Whenever April 15th rolls around, we all get bombarded with ads reminding us to open or fund an IRA. While that is great, you want to make sure you are making the most out of your IRA and having it work for you. It’s so easy to get overwhelmed and not do anything. An IRA is an Individual Retirement Account. This means that once you open the account, you still need to invest the money in the account. There are three main areas you want to focus on:

  • Streamline
  • Funding the IRA
  • Investing in the IRA

Chances are you have more than one IRA. Perhaps you opened one at your bank or at your parent’s brokerage firm. Pick one place and consolidate all your IRAs. If they are in the same format (either ROTH or Traditional IRA), they can be consolidated to one IRA. Simplify your life and consolidate them all to a discount brokerage firm (like Fidelity) or a mutual fund company (like T. Rowe Price) or a full-service brokerage firm (like Morgan Stanley).

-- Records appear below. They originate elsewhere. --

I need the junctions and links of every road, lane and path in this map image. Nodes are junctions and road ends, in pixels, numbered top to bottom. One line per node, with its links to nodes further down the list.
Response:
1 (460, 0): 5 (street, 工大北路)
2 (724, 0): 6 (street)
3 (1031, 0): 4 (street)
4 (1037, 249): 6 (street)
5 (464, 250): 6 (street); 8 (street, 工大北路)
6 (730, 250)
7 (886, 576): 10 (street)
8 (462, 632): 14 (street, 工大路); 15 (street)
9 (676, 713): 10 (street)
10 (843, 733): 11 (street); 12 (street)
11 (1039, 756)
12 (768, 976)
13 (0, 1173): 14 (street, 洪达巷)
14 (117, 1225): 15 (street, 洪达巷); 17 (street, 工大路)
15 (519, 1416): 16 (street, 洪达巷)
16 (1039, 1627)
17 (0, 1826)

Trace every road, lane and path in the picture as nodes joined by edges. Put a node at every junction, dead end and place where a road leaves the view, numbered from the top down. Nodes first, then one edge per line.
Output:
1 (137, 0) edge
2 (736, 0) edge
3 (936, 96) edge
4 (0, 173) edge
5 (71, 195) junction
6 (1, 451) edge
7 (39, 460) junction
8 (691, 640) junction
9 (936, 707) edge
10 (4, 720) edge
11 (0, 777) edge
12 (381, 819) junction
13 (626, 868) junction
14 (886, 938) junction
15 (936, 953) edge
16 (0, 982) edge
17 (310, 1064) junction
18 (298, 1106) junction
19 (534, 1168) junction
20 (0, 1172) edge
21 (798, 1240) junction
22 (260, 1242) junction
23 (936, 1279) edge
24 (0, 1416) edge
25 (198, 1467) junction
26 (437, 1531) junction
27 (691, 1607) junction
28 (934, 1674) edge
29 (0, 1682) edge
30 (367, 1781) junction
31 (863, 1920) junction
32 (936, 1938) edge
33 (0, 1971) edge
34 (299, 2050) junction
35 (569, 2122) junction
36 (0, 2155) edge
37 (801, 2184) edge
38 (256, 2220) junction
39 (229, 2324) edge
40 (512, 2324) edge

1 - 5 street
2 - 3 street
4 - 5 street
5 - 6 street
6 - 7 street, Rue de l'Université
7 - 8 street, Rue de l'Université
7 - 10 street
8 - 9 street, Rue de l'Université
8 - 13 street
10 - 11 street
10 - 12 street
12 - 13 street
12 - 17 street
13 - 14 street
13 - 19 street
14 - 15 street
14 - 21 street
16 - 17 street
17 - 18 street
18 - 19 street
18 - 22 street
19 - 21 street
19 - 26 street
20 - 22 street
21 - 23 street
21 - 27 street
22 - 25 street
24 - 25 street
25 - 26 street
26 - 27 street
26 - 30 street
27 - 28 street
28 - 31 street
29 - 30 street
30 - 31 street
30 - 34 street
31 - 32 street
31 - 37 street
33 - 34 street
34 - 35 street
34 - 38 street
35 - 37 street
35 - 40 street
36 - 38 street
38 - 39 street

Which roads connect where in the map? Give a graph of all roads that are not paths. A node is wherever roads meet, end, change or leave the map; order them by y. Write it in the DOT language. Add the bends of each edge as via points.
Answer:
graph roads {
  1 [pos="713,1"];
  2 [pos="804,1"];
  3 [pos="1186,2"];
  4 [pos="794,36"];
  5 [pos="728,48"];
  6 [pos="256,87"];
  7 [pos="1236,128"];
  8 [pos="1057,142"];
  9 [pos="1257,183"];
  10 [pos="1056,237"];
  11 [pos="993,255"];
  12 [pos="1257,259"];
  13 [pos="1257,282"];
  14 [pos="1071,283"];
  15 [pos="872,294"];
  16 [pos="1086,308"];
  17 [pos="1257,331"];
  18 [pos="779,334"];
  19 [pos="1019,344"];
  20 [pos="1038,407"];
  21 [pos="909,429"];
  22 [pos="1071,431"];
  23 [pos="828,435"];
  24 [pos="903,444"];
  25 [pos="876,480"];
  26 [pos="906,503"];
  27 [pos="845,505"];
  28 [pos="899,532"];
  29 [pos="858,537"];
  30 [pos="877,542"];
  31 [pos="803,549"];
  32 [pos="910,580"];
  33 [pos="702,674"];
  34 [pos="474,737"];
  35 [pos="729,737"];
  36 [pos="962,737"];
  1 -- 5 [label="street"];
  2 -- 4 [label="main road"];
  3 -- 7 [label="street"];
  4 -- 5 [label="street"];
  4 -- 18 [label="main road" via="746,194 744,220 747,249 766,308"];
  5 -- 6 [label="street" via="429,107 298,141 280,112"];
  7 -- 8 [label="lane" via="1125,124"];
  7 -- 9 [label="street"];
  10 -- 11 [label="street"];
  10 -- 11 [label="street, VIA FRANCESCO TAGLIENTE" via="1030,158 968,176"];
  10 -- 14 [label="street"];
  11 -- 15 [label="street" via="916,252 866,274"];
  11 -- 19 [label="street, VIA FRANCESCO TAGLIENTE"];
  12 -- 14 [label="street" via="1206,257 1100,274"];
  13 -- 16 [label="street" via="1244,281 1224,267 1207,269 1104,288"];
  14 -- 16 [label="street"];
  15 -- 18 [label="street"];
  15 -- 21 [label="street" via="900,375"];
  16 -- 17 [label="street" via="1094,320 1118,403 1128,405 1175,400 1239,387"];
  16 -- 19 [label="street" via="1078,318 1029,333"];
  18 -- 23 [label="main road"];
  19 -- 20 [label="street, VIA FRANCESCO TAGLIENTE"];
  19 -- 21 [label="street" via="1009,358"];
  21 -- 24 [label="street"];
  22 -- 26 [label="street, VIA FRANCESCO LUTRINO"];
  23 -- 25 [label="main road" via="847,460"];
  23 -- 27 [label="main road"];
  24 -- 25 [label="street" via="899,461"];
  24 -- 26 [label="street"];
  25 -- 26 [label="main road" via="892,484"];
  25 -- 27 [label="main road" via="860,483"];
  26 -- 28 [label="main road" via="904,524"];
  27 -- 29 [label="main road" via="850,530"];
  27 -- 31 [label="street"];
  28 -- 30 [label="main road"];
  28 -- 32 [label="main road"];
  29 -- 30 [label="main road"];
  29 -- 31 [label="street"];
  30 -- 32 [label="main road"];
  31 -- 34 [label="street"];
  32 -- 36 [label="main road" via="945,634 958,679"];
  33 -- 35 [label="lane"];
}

Funding the IRA: For 2006, you can contribute up to $4,000 and $5,000 if you are over 50. For most of us, this money goes in after taxes. If you are working for a company that has a 401(k) and you are not maximizing your contributions to the 401(k), you should try and do that first before funding your IRA. If you are working for yourself, or work for a company that doesn’t have a retirement plan, you should look at self-employed retirement plans like a SEP IRA. They let you put much more money in and on a pre-tax basis. However, if you have already maximized your contributions to the 401(k) or SEP IRA, then you can fund your IRA. If you don’t have enough to fund the complete IRA, consider setting up an automatic savings to your ROTH or Traditional IRA. This only comes out to $333 a month. Can’t afford that? Then do $100 a month and fund the rest at year-end.

Investing in the IRA:
Make sure the mutual funds within your IRA are aligned with your retirement time line (5 or 20 years need different mutual funds). Keep this simple as well by only having 4 or 5 mutual funds and make sure they are completely different! If you have mutual funds within your 401(k) or SEP IRA, make sure you don’t have duplicates. It will make it much easier to do a checkup on an ongoing basis.